Identification of three hub genes related to the prognosis of idiopathic pulmonary fibrosis using bioinformatics analysis.

ABSTRACT

Background: Idiopathic pulmonary fibrosis (IPF) is a chronic respiratory disease characterized by peripheral distribution of bilateral pulmonary fibrosis that is more pronounced at the base. IPF has a short median survival time and a poor prognosis. Therefore, it is necessary to identify effective prognostic indicators to guide the treatment of patients with IPF. Methods: We downloaded microarray data of bronchoalveolar lavage cells from the Gene Expression Omnibus (GEO), containing 176 IPF patients and 20 controls. The top 5,000 genes in the median absolute deviation were classified into different color modules using weighted gene co-expression network analysis (WGCNA), and the modules significantly associated with both survival time and survival status were identified as prognostic modules. We used Lasso Cox regression and multivariate Cox regression to search for hub genes related to prognosis from the differentially expressed genes (DEGs) in the prognostic modules and constructed a risk model and nomogram accordingly.

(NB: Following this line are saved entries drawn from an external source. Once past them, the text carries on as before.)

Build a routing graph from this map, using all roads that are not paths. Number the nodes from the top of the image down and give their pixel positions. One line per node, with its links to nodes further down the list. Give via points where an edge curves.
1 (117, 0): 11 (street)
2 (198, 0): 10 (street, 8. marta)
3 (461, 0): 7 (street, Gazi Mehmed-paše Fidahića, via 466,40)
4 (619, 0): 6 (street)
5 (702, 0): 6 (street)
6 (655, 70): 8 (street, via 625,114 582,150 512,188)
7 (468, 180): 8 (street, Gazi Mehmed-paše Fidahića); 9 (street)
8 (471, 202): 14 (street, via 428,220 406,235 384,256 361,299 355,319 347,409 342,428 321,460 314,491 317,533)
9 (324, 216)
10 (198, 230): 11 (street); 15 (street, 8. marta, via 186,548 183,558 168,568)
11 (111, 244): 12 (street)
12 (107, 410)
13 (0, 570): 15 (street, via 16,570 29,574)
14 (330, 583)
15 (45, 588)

Moreover, based on the risk model, we divided IPF patients into high-risk and low-risk groups to determine the biological functions and immune cell subtypes associated with the prognosis of IPF using gene set enrichment analysis and immune cell infiltration analysis. Results: A total of 153 DEGs located in the prognostic modules, three (TPST1, MRVI1, and TM4SF1) of which were eventually defined as prognostic hub genes. A risk model was constructed based on the expression levels of the three hub genes, and the accuracy of the model was evaluated using time-dependent receiver operating characteristic (ROC) curves. The areas under the curve for 1-, 2-, and 3-year survival rates were 0.862, 0.885, and 0.833, respectively. The results of enrichment analysis showed that inflammation and immune processes significantly affected the prognosis of patients with IPF. The degree of mast and natural killer (NK) cell infiltration also increases the prognostic risk of IPF. Conclusions: We identified three hub genes as independent molecular markers to predict the prognosis of patients with IPF and constructed a prognostic model that may be helpful in promoting therapeutic gains for IPF patients.